You know you need to hit the gym when you're not strong enough to get the cork outta the wine bottle. And you know you're a drunk when that's the only motivation to do exercises
She pulled vodka outta the dryer and told me to drink it
I just held a marble with my kegel muscles for 5 min. You may call me COCKCLAMP 9000!!!!
Not my type.
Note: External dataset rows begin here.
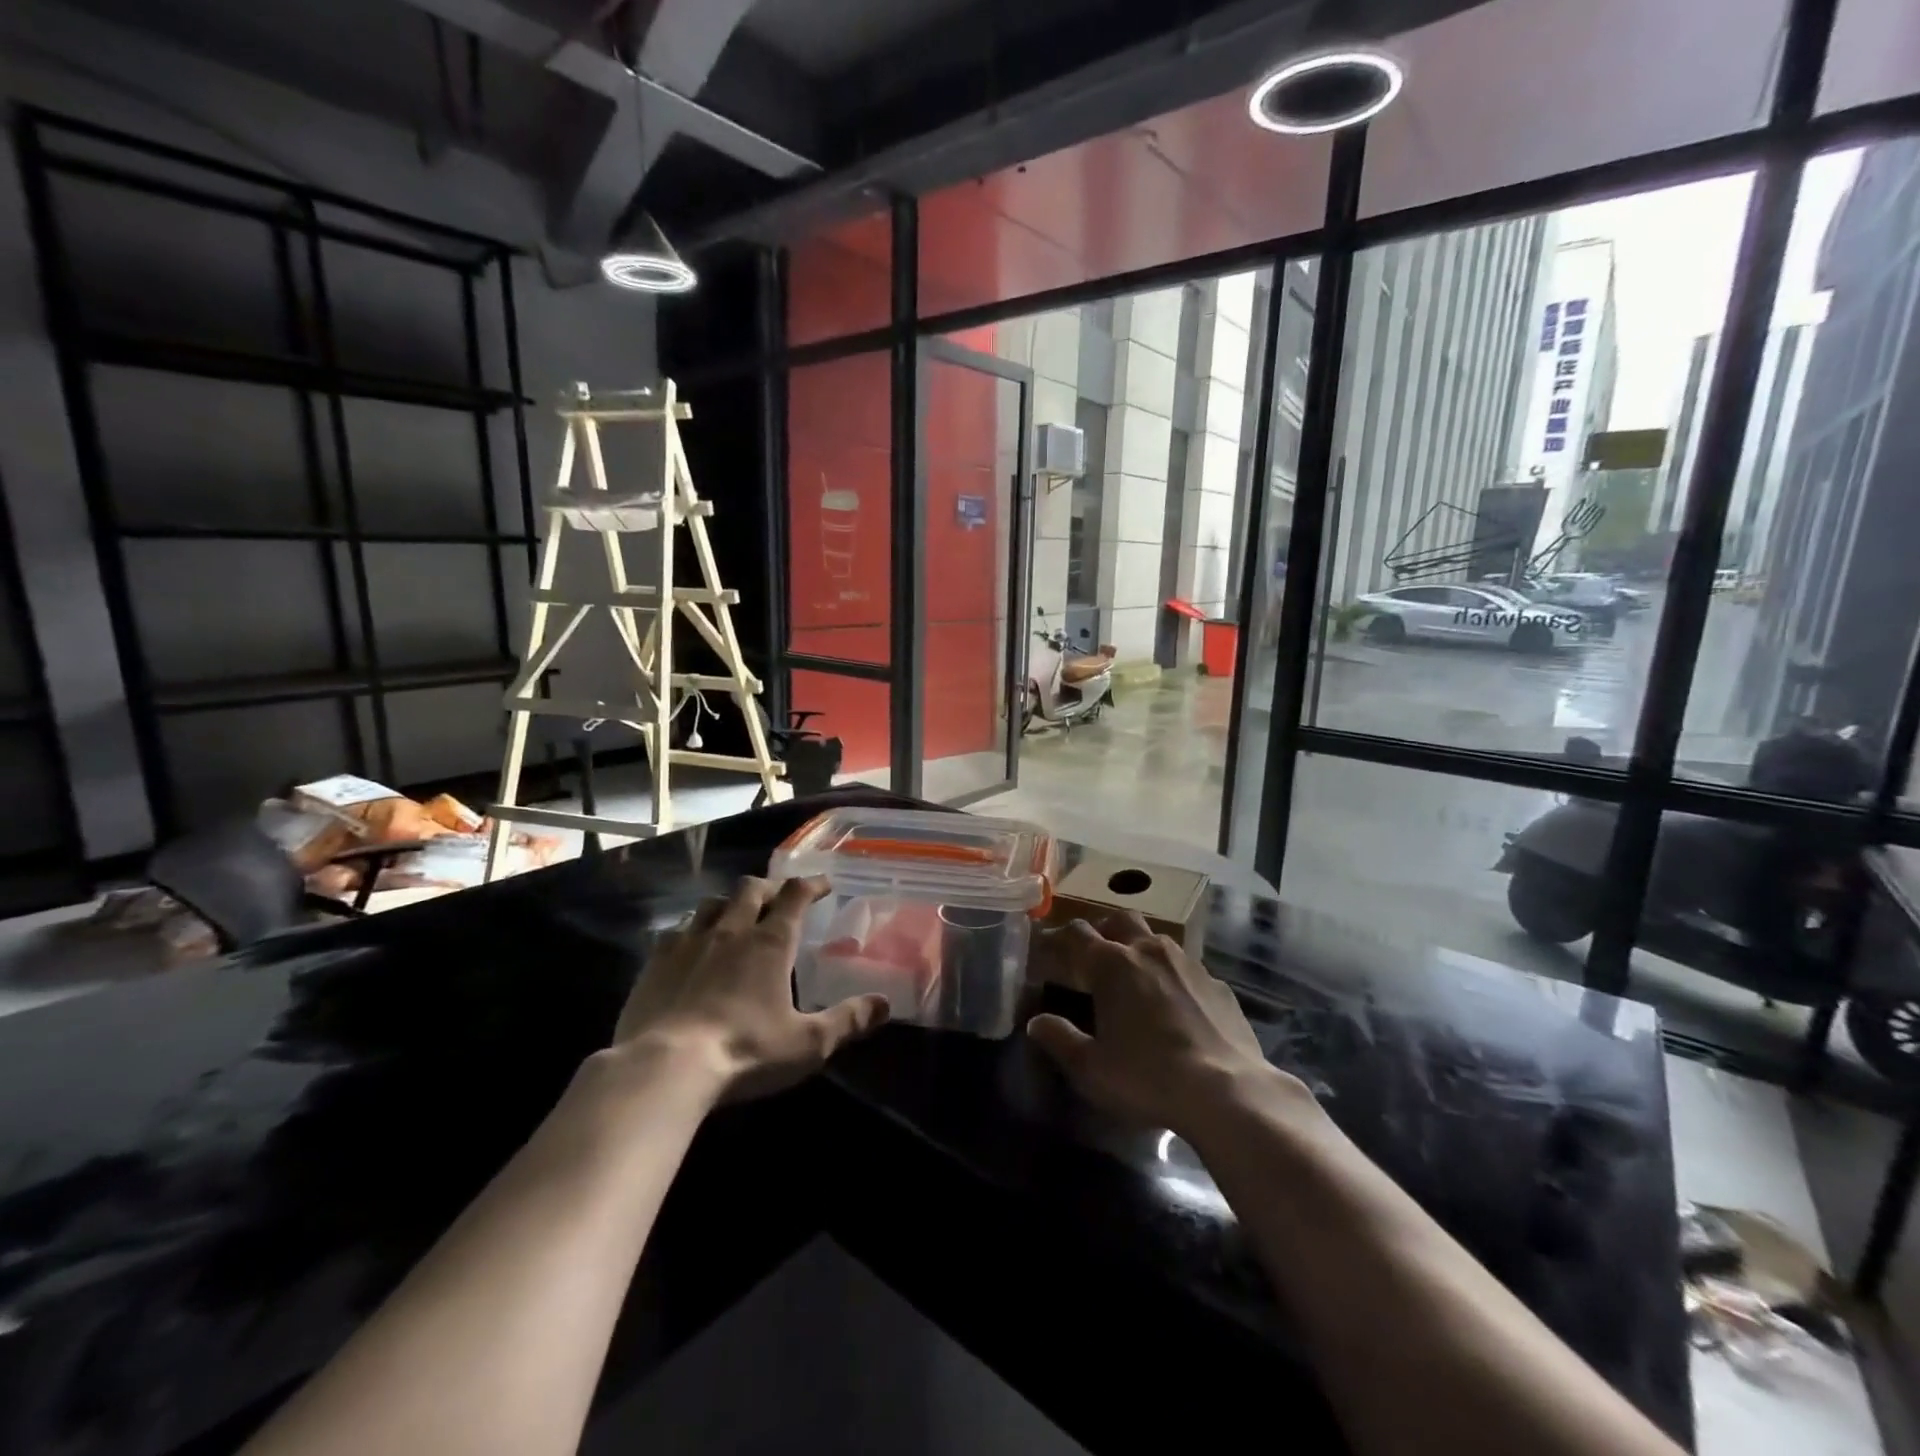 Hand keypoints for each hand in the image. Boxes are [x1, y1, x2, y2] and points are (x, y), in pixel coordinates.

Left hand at [611, 876, 889, 1101]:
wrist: (663, 1068)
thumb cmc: (745, 1052)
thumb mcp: (807, 1044)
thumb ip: (848, 1021)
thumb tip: (884, 1004)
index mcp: (770, 942)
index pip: (795, 895)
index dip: (811, 885)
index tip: (824, 885)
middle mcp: (731, 930)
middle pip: (751, 888)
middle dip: (770, 887)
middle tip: (780, 899)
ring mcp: (688, 942)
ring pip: (712, 903)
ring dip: (730, 904)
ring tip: (736, 917)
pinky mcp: (655, 961)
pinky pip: (677, 931)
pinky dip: (692, 930)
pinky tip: (691, 947)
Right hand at [1027, 914, 1306, 1136]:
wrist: (1228, 1091)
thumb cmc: (1148, 1077)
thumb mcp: (1091, 1068)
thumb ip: (1059, 1039)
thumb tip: (1036, 1022)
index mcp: (1111, 964)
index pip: (1076, 933)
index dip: (1057, 937)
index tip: (1047, 948)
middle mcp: (1148, 950)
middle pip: (1119, 920)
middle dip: (1102, 930)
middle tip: (1093, 954)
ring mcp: (1187, 963)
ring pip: (1155, 938)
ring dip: (1138, 947)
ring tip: (1134, 977)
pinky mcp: (1217, 983)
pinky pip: (1186, 967)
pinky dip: (1171, 975)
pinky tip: (1174, 1004)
One of those types that loves that they're educated, could drink their red wine and have an intellectual conversation and have a wonderful time
An adult?
Woman Posts Harassing DMs From Creep Online, Now He’s Upset Because People Told His Mom
You Just stopped dancing, looked at me and said "I'm gonna make it rain" Then shook the open box of crunch berries everywhere.
It started out as friends with benefits and now I'm picking up her kids from daycare...what has happened to me
ATTENTION PENIS' OF BURLINGTON: I AM COMING FOR YOU
On a scale of 1-10 how inappropriate is it for me to ask if Walgreens offers teacher discounts when purchasing a Plan B pill?
He is a beautiful butterfly covered in tattoos and naked.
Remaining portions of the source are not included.